I’m 16. I know nothing about prostitute names. I’m not even aware prostitutes go by fancy names like Candy Glaze or Vanilla Sprinkles. Then again, I also no nothing about donuts.
When I think about prostitutes my mind almost automatically wanders to strippers and drag queens, the dirty back alleys of 70s New York, or just a random Midwestern bar full of truck drivers and trailer trash. When I think about prostitutes I think about Taxi Driver, Lou Reed’s Transformer, the stage act of The New York Dolls.
And donuts don’t mean a thing to me, not yet introduced to the Dutch market. Oh blissful years before the end of cold war, only worried about complete nuclear destruction, not the calorie-count of fast food meals.
It’s 1985, I’m 16, and I don’t feel like a child anymore. Between 1983 and 1985, between the release of Swordfishtrombones and Rain Dogs, I stopped being a child. I’m also not an adult. I’m in the twilight between both, understanding nothing.

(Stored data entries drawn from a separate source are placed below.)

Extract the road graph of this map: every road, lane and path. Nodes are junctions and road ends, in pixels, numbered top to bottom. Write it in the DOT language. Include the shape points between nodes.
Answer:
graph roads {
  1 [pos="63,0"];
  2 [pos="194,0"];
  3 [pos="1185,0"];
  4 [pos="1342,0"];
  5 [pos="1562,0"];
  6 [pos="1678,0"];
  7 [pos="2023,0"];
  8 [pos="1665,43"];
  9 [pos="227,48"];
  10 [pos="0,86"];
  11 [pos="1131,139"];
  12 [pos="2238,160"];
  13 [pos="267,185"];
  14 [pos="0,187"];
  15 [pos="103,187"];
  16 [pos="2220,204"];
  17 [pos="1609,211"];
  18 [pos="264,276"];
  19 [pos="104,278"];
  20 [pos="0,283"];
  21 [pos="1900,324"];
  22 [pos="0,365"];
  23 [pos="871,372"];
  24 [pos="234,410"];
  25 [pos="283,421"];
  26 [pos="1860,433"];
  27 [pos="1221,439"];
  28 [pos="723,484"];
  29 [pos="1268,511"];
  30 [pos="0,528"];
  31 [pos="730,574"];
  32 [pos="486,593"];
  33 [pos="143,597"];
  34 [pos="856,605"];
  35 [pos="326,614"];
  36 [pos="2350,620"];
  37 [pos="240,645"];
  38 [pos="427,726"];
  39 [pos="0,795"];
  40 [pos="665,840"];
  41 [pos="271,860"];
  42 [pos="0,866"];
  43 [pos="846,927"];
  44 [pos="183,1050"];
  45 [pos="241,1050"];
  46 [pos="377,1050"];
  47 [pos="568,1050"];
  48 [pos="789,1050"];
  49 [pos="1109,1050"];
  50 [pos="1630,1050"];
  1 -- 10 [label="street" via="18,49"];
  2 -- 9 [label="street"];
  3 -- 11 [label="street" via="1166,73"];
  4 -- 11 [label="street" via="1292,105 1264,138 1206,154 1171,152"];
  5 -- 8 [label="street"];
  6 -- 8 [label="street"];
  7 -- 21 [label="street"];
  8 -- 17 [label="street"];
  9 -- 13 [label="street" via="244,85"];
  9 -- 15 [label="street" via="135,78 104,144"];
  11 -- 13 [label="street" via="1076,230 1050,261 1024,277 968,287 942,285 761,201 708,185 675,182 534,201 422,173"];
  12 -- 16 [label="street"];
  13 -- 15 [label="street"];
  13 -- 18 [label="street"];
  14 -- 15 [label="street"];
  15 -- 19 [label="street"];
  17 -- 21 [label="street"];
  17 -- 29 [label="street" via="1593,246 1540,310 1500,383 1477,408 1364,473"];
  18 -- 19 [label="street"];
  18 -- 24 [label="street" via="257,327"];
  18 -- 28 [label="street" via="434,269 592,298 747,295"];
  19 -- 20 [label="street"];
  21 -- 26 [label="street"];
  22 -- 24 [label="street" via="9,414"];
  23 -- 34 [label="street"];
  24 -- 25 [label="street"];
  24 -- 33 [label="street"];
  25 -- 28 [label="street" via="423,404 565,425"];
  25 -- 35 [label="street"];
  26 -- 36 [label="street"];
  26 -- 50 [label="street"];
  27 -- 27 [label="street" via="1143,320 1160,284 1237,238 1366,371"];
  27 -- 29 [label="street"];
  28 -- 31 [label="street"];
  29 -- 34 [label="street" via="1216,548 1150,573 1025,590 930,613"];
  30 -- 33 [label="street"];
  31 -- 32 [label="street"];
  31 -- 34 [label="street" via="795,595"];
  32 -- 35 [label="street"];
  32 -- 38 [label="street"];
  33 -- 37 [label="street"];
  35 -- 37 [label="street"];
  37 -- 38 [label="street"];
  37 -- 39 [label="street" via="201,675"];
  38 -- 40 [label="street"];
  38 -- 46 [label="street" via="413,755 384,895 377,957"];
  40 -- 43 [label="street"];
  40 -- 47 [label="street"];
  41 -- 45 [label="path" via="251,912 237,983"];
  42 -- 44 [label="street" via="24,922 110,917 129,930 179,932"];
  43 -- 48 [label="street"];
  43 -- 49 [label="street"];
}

Two years ago, ‘In the Neighborhood‘ looked like a parade of clowns, now every song on Rain Dogs takes me deeper into a feverish panic. The map is not the territory anymore, and all I want to do is visit the places Tom Waits is taking me. My finger traces places on an imaginary map: Singapore, 9th and Hennepin, Union Square, (east of) East St.Louis, and a dozen other States and locations.
From now on I will live my own life and create my own stories. The old safety net moves out of view as I mentally lunge forward. I will still be protected; if I don’t succeed or turn mad I will still be taken care of. If I fail I will return to the blissful slumber party of childhood, taken care of, but not taken seriously.
I’m scared, I don’t want to do this, I want to be safe, but every song on Rain Dogs drives me deeper into a romantic maze of possibilities, the pied piper is doing his irresistible job. It’s 1985, and It’s time.
My mental journey, this mental hitchhiking (across the USA), is quantum-mechanic shape-shifting between Willie Wonka and Travis Bickle, multi-directional, fantasy and nightmare at the same time, child like wonder in a house of horrors, or vice versa.
Swordfishtrombones is beautiful but bleak, not a very comforting place. Scary Vietnam veterans, schizophrenics daydreamers, buck shot eyed sailors, they all gather at night, underground, in deserted towns no one knows or remembers, left behind spots on the map. It confirms my current world, my version of reality; all standing still, slowly decaying because of inertia.
Rain Dogs takes me places. Even in its darkest corners it is still full of possibility. Danger is just a temporary state, a transitory phase. Life is around the corner. None of it is truly depressing, every lost illusion the starting point of something new. It’s 1985, I’m 16, and I’m ready.